## EXTRACTED ENTRIES
"""

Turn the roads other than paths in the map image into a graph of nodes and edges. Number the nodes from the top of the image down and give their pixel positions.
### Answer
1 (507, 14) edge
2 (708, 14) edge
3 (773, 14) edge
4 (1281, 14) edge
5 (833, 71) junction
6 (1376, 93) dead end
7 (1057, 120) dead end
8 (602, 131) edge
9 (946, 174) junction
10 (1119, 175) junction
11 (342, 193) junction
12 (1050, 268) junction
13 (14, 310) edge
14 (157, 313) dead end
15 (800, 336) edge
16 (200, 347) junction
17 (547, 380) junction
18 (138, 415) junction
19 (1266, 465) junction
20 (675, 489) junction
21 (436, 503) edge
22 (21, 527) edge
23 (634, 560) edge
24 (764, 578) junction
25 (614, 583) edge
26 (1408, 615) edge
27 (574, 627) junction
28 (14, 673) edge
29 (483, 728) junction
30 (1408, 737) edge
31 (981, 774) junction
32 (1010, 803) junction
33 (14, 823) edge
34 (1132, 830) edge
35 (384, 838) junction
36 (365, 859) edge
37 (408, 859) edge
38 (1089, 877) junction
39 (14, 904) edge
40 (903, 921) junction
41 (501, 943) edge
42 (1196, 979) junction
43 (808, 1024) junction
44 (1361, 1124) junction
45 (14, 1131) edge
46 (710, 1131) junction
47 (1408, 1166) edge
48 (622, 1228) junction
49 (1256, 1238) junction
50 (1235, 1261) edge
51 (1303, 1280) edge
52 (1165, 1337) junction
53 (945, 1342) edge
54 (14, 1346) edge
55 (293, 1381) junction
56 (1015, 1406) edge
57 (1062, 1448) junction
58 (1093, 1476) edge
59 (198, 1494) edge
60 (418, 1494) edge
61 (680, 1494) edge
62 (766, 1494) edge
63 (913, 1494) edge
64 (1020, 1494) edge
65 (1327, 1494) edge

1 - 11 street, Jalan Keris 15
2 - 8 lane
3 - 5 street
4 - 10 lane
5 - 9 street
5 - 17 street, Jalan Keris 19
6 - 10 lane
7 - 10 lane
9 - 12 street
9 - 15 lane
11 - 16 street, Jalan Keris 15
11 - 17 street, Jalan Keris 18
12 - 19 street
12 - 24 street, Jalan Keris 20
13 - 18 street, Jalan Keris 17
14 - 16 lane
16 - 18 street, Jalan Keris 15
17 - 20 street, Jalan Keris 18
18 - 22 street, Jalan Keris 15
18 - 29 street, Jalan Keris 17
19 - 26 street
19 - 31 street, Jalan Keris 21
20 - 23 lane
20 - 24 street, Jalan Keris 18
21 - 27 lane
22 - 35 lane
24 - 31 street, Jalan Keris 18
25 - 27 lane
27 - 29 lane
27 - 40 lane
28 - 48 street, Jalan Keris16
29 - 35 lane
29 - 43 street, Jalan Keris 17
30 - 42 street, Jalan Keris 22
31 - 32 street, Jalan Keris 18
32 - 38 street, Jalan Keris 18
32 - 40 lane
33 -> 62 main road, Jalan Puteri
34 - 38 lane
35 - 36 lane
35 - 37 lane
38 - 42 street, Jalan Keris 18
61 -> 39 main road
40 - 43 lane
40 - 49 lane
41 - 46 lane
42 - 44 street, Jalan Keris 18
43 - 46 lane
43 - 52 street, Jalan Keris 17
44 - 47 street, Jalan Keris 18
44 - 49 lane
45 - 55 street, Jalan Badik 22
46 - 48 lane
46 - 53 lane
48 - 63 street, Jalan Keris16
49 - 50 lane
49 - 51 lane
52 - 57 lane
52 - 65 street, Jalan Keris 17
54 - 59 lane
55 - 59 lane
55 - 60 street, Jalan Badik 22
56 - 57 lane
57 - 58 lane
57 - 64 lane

"""

## TASK BRIEF
The answer must be an exact copy of every record above.

## ANSWER TO THIS TASK
Turn the roads other than paths in the map image into a graph of nodes and edges. Number the nodes from the top of the image down and give their pixel positions.
### Answer
1 (507, 14) edge
2 (708, 14) edge
3 (773, 14) edge
4 (1281, 14) edge
5 (833, 71) junction
6 (1376, 93) dead end
7 (1057, 120) dead end
8 (602, 131) edge
9 (946, 174) junction
10 (1119, 175) junction
11 (342, 193) junction
12 (1050, 268) junction
13 (14, 310) edge
14 (157, 313) dead end
15 (800, 336) edge
16 (200, 347) junction
17 (547, 380) junction
18 (138, 415) junction
19 (1266, 465) junction
20 (675, 489) junction
21 (436, 503) edge
22 (21, 527) edge
23 (634, 560) edge
24 (764, 578) junction
25 (614, 583) edge
26 (1408, 615) edge
27 (574, 627) junction
28 (14, 673) edge
29 (483, 728) junction
30 (1408, 737) edge
31 (981, 774) junction
32 (1010, 803) junction
33 (14, 823) edge
34 (1132, 830) edge
35 (384, 838) junction
36 (365, 859) edge
37 (408, 859) edge
38 (1089, 877) junction
39 (14, 904) edge
40 (903, 921) junction
41 (501, 943) edge
42 (1196, 979) junction
43 (808, 1024) junction
44 (1361, 1124) junction
45 (14, 1131) edge
46 (710, 1131) junction
47 (1408, 1166) edge
48 (622, 1228) junction
49 (1256, 1238) junction
50 (1235, 1261) edge
51 (1303, 1280) edge
52 (1165, 1337) junction
53 (945, 1342) edge
54 (14, 1346) edge
55 (293, 1381) junction
56 (1015, 1406) edge
57 (1062, 1448) junction
58 (1093, 1476) edge
59 (198, 1494) edge
60 (418, 1494) edge
61 (680, 1494) edge
62 (766, 1494) edge
63 (913, 1494) edge
64 (1020, 1494) edge
65 (1327, 1494) edge

1 - 11 street, Jalan Keris 15
2 - 8 lane
3 - 5 street
4 - 10 lane
5 - 9 street
5 - 17 street, Jalan Keris 19
6 - 10 lane
7 - 10 lane
9 - 12 street
9 - 15 lane
11 - 16 street, Jalan Keris 15
11 - 17 street, Jalan Keris 18
12 - 19 street
12 - 24 street, Jalan Keris 20
13 - 18 street, Jalan Keris 17
14 - 16 lane
16 - 18 street, Jalan Keris 15
17 - 20 street, Jalan Keris 18
18 - 22 street, Jalan Keris 15
18 - 29 street, Jalan Keris 17
19 - 26 street
19 - 31 street, Jalan Keris 21
20 - 23 lane
20 - 24 street, Jalan Keris 18
21 - 27 lane
22 - 35 lane
24 - 31 street, Jalan Keris 18
25 - 27 lane
27 - 29 lane
27 - 40 lane
28 - 48 street, Jalan Keris16
29 - 35 lane
29 - 43 street, Jalan Keris 17
30 - 42 street, Jalan Keris 22
31 - 32 street, Jalan Keris 18
32 - 38 street, Jalan Keris 18
32 - 40 lane
33 -> 62 main road, Jalan Puteri
34 - 38 lane
35 - 36 lane
35 - 37 lane
38 - 42 street, Jalan Keris 18
61 -> 39 main road
40 - 43 lane
40 - 49 lane
41 - 46 lane
42 - 44 street, Jalan Keris 18
43 - 46 lane
43 - 52 street, Jalan Keris 17
44 - 47 street, Jalan Keris 18
44 - 49 lane
45 - 55 street, Jalan Badik 22
46 - 48 lane
46 - 53 lane
48 - 63 street, Jalan Keris16
49 - 50 lane
49 - 51 lane
52 - 57 lane
52 - 65 street, Jalan Keris 17
54 - 59 lane
55 - 59 lane
55 - 60 street, Jalan Badik 22
56 - 57 lane
57 - 58 lane
57 - 64 lane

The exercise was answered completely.